## Problem
Wherever the string "down" shows up in the data below, copy the whole line.

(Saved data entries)
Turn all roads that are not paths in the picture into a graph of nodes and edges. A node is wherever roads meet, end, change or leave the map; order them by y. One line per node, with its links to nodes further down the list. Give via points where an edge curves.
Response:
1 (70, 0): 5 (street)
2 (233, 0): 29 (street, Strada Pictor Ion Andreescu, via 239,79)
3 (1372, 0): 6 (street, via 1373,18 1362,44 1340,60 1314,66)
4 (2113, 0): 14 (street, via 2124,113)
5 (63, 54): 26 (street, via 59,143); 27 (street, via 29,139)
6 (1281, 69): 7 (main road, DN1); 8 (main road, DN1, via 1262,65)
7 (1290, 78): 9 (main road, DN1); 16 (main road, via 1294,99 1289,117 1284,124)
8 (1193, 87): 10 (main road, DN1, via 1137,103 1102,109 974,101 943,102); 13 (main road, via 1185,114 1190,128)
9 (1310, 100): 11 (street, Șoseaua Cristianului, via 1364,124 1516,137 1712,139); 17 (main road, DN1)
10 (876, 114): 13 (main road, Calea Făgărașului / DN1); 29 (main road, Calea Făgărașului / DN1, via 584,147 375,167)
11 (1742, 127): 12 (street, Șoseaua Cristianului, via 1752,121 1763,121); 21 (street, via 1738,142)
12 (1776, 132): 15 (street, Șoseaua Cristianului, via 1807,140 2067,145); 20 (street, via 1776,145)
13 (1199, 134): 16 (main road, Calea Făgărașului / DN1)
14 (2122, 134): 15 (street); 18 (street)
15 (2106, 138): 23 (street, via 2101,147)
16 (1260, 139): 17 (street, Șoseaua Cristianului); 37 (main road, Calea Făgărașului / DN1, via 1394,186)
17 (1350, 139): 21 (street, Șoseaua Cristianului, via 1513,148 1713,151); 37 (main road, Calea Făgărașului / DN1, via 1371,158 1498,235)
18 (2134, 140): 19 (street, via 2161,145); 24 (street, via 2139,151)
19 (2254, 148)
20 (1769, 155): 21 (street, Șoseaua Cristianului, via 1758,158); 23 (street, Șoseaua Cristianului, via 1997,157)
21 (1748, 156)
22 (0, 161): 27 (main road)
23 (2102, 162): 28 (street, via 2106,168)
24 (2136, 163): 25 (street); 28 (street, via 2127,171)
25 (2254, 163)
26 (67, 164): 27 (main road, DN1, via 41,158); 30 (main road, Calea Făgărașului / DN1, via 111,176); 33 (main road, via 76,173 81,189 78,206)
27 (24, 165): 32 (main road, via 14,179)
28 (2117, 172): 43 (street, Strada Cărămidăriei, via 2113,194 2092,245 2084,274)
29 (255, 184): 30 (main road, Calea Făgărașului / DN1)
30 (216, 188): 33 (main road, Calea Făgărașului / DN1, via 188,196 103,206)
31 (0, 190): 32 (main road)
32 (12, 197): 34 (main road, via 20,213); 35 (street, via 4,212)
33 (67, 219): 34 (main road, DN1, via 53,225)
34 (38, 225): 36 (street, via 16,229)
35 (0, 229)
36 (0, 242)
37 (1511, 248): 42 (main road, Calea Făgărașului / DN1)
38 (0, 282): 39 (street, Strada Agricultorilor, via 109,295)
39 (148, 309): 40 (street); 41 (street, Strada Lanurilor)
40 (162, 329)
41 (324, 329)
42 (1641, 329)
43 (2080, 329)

...

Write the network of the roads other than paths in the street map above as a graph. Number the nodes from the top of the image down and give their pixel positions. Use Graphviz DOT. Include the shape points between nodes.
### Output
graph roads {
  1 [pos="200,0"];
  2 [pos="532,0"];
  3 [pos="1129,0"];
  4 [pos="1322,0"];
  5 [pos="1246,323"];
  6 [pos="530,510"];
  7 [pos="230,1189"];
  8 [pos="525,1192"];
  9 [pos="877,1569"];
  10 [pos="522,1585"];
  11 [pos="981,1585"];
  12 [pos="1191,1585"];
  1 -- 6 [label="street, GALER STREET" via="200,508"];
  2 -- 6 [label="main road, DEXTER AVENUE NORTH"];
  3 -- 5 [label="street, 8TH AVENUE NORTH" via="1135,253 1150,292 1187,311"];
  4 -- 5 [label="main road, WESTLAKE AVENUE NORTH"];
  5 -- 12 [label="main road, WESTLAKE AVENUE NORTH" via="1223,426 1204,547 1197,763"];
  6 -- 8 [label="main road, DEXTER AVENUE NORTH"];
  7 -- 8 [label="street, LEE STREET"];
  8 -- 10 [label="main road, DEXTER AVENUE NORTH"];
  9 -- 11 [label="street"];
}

## Expected answer
Turn all roads that are not paths in the picture into a graph of nodes and edges. A node is wherever roads meet, end, change or leave the map; order them by y. One line per node, with its links to nodes further down the list. Give via points where an edge curves.
Write the network of the roads other than paths in the street map above as a graph. Number the nodes from the top of the image down and give their pixel positions. Use Graphviz DOT. Include the shape points between nodes.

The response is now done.